| Work order |
Where the word "Francisco" shows up in the entries below, please copy the whole line.

| Task material |
━━━━
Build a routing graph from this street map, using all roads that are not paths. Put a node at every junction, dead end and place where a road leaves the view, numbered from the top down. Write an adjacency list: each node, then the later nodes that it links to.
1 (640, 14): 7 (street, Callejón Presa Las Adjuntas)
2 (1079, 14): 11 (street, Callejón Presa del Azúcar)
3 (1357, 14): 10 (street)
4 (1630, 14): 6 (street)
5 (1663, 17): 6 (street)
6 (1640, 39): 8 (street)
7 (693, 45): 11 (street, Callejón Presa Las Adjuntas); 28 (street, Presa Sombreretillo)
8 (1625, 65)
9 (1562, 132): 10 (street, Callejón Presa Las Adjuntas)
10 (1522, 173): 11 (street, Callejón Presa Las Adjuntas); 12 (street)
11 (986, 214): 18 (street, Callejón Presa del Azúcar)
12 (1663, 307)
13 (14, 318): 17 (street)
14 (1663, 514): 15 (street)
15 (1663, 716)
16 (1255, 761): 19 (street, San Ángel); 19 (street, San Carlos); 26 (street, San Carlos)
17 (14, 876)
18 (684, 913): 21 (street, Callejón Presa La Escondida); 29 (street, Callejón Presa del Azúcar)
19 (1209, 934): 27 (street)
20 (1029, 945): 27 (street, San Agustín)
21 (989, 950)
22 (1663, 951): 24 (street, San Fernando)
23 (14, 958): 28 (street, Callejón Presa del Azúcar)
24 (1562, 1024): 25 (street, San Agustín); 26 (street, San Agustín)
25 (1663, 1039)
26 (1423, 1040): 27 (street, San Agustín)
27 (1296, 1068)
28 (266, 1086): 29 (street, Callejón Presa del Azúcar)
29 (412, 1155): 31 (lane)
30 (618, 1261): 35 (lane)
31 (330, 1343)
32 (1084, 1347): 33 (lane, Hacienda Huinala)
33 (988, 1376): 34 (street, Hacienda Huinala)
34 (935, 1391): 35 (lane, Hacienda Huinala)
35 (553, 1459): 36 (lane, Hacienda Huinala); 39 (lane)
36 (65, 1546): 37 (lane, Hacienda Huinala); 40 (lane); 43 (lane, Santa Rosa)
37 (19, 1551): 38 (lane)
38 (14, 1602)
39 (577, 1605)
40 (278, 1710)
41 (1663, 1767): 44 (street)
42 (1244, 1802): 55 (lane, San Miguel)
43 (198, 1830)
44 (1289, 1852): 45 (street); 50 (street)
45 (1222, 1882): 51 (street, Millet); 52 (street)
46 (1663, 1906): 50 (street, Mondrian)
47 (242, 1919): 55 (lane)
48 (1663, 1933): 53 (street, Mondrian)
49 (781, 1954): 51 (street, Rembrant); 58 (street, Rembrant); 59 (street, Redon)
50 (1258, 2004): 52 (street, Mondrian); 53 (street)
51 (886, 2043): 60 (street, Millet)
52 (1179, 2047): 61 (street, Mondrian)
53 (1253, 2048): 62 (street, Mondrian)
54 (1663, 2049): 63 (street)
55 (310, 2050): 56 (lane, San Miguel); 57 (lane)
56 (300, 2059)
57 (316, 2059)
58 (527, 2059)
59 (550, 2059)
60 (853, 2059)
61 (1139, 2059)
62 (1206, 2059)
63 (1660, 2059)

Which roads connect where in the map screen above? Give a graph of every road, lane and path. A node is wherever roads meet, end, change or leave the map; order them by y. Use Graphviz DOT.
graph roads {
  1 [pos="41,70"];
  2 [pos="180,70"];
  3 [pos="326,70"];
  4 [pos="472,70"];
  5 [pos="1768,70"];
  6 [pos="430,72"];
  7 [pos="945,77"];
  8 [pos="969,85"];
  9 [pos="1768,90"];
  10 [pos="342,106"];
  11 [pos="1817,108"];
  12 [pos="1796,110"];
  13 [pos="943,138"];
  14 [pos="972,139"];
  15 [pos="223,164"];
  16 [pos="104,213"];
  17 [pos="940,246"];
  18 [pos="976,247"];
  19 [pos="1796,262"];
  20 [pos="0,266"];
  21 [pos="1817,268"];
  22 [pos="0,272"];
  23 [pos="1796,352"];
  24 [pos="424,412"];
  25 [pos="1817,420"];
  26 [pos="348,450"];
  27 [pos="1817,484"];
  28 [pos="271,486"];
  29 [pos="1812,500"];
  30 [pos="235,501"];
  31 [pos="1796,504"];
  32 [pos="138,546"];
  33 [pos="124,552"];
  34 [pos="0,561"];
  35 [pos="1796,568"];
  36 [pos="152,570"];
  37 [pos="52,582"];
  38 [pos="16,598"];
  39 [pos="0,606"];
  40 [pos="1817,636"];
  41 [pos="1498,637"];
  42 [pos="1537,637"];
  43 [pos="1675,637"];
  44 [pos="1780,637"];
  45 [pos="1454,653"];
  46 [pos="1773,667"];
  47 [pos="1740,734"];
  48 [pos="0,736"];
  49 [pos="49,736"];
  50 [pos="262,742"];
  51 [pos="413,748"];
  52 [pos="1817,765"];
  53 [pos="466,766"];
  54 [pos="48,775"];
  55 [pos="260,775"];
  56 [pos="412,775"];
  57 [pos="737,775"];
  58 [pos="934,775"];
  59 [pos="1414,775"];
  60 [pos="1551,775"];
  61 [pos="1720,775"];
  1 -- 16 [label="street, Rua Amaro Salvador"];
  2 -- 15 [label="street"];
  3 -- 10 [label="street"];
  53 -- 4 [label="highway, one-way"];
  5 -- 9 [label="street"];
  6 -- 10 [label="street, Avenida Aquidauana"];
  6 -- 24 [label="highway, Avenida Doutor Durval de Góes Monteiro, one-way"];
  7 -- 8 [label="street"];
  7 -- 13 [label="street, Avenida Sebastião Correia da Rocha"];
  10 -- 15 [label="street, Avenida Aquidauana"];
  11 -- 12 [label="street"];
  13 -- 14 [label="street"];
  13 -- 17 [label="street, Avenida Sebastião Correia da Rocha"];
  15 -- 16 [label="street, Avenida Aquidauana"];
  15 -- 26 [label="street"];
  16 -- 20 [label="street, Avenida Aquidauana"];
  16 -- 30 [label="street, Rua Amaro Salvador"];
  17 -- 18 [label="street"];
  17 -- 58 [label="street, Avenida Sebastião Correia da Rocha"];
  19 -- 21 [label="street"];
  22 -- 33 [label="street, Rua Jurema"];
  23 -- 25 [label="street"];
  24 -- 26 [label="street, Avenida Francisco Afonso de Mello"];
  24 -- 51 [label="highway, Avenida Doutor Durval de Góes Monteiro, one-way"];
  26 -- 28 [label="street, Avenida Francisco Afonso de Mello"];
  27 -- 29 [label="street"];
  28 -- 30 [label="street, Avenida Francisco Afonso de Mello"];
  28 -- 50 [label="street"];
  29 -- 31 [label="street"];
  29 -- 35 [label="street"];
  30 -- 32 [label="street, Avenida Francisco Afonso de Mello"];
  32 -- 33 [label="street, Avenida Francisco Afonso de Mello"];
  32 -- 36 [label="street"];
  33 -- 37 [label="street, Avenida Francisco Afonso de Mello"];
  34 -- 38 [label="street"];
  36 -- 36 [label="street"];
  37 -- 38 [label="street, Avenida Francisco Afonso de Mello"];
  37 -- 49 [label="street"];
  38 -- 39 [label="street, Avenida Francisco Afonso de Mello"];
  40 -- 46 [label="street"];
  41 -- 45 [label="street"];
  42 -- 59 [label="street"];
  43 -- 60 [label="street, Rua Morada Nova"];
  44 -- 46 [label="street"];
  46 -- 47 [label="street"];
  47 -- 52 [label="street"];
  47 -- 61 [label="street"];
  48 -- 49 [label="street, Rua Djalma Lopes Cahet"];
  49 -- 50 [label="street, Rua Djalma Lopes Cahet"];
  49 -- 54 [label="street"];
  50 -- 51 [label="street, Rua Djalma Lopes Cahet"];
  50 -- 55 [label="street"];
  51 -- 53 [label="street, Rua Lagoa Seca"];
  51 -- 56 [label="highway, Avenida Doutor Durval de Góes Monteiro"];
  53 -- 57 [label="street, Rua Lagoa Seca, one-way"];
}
━━━━
| Output of the task |
  24 -- 26 [label="street, Avenida Francisco Afonso de Mello"];
  26 -- 28 [label="street, Avenida Francisco Afonso de Mello"];
  28 -- 30 [label="street, Avenida Francisco Afonso de Mello"];
  30 -- 32 [label="street, Avenida Francisco Afonso de Mello"];
  32 -- 33 [label="street, Avenida Francisco Afonso de Mello"];
  33 -- 37 [label="street, Avenida Francisco Afonso de Mello"];
  37 -- 38 [label="street, Avenida Francisco Afonso de Mello"];
  38 -- 39 [label="street, Avenida Francisco Afonso de Mello"];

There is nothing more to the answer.